## Stored data

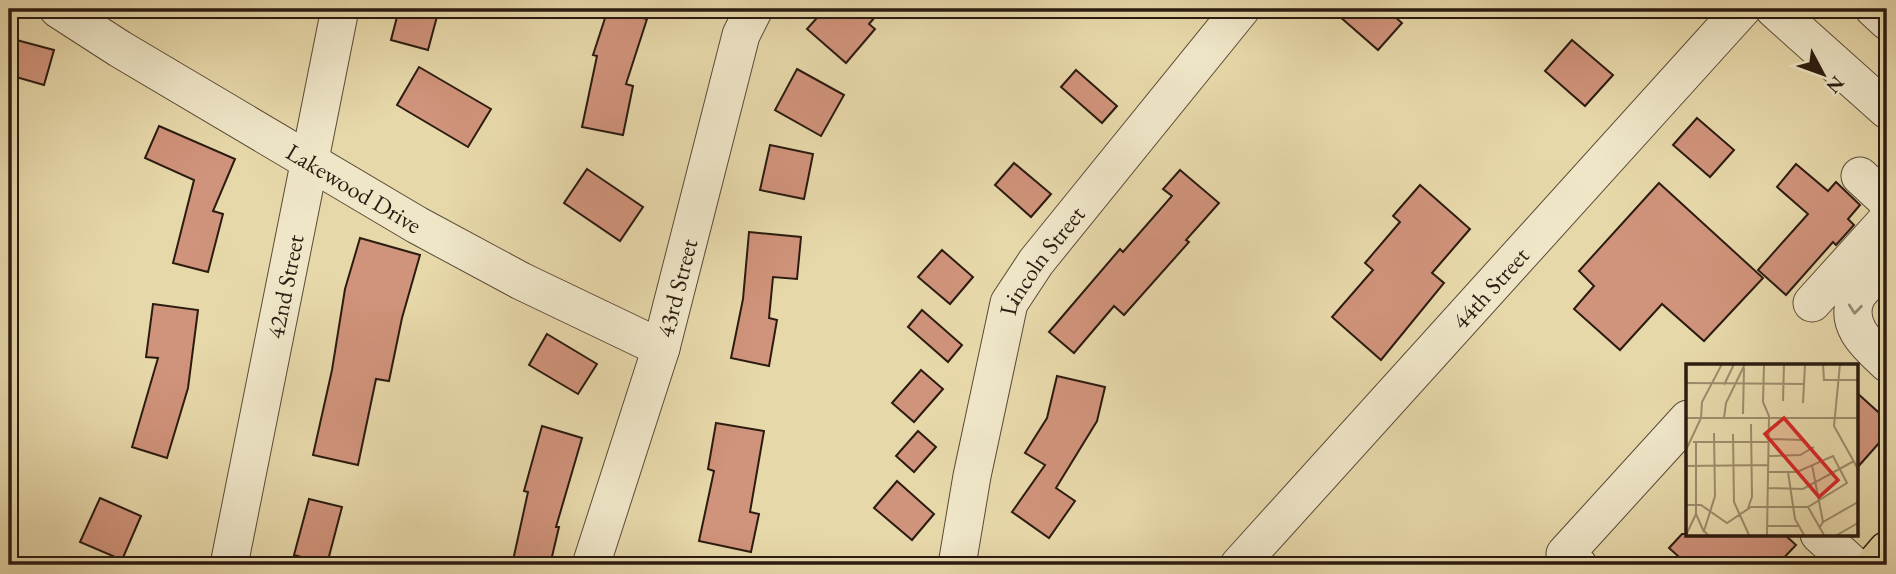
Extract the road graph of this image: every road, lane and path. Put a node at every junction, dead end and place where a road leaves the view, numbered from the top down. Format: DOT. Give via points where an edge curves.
graph roads {
  1 [pos="58,9"];
  2 [pos="340,9"];
  3 [pos="754,9"];
  4 [pos="1241,9"];
  5 [pos="1742,9"];
  6 [pos="1874,9"];
  7 [pos="1784,12"];
  8 [pos="1887,21"];
  9 [pos="1887,110"];
  10 [pos="309,160"];
  11 [pos="1860,176"];
  12 [pos="1887,201"];
  13 [pos="1887,220"];
  14 [pos="1882,266"];
  15 [pos="1812,303"];
  16 [pos="661,348"];
  17 [pos="1887,363"];
  18 [pos="1686,421"];
  19 [pos="1821,536"];
  20 [pos="1887,551"];
  21 [pos="229,565"];
  22 [pos="591,565"];
  23 [pos="957,565"];
  24 [pos="1239,565"];
  25 [pos="1578,565"];
  26 [pos="1853,565"];
  27 [pos="1875,565"];
  1 -- 10 [label="street, Lakewood Drive"];
  2 -- 10 [label="street, 42nd Street"];
  3 -- 16 [label="street, 43rd Street" via="741,35"];
  4 -- 23 [label="street, Lincoln Street" via="1009,303"];
  5 -- 24 [label="street, 44th Street"];
  6 -- 8 [label="street"];
  7 -- 9 [label="street"];
  10 -- 16 [label="street, Lakewood Drive" via="521,281"];
  10 -- 21 [label="street, 42nd Street"];
  11 -- 12 [label="street"];
  13 -- 15 [label="street"];
  14 -- 17 [label="street, one-way" via="1856,296 1853,310 1854,326"];
  16 -- 22 [label="street, 43rd Street"];
  18 -- 25 [label="street" via="1565,554"];
  19 -- 26 [label="street"];
  20 -- 27 [label="main road"];
}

## Your goal
Retype the data exactly; images stay out.

## Exercise output
Extract the road graph of this image: every road, lane and path. Put a node at every junction, dead end and place where a road leaves the view, numbered from the top down. Format: DOT. Give via points where an edge curves.
graph roads {
  1 [pos="58,9"];
  2 [pos="340,9"];
  3 [pos="754,9"];
  4 [pos="1241,9"];
  5 [pos="1742,9"];
  6 [pos="1874,9"];
  7 [pos="1784,12"];
  8 [pos="1887,21"];
  9 [pos="1887,110"];
  10 [pos="309,160"];
  11 [pos="1860,176"];
  12 [pos="1887,201"];
  13 [pos="1887,220"];
  14 [pos="1882,266"];
  15 [pos="1812,303"];
  16 [pos="661,348"];
  17 [pos="1887,363"];
  18 [pos="1686,421"];
  19 [pos="1821,536"];
  20 [pos="1887,551"];
  21 [pos="229,565"];
  22 [pos="591,565"];
  23 [pos="957,565"];
  24 [pos="1239,565"];
  25 [pos="1578,565"];
  26 [pos="1853,565"];
  27 [pos="1875,565"];
  1 -- 10 [label="street, Lakewood Drive"];
  2 -- 10 [label="street, 42nd Street"];
  3 -- 16 [label="street, 43rd Street" via="741,35"];
  4 -- 23 [label="street, Lincoln Street" via="1009,303"];
  5 -- 24 [label="street, 44th Street"];
  6 -- 8 [label="street"];
  7 -- 9 [label="street"];
  10 -- 16 [label="street, Lakewood Drive" via="521,281"];
  10 -- 21 [label="street, 42nd Street"];
  11 -- 12 [label="street"];
  13 -- 15 [label="street"];
  14 -- 17 [label="street, one-way" via="1856,296 1853,310 1854,326"];
  16 -- 22 [label="street, 43rd Street"];
  18 -- 25 [label="street" via="1565,554"];
  19 -- 26 [label="street"];
  20 -- 27 [label="main road"];
}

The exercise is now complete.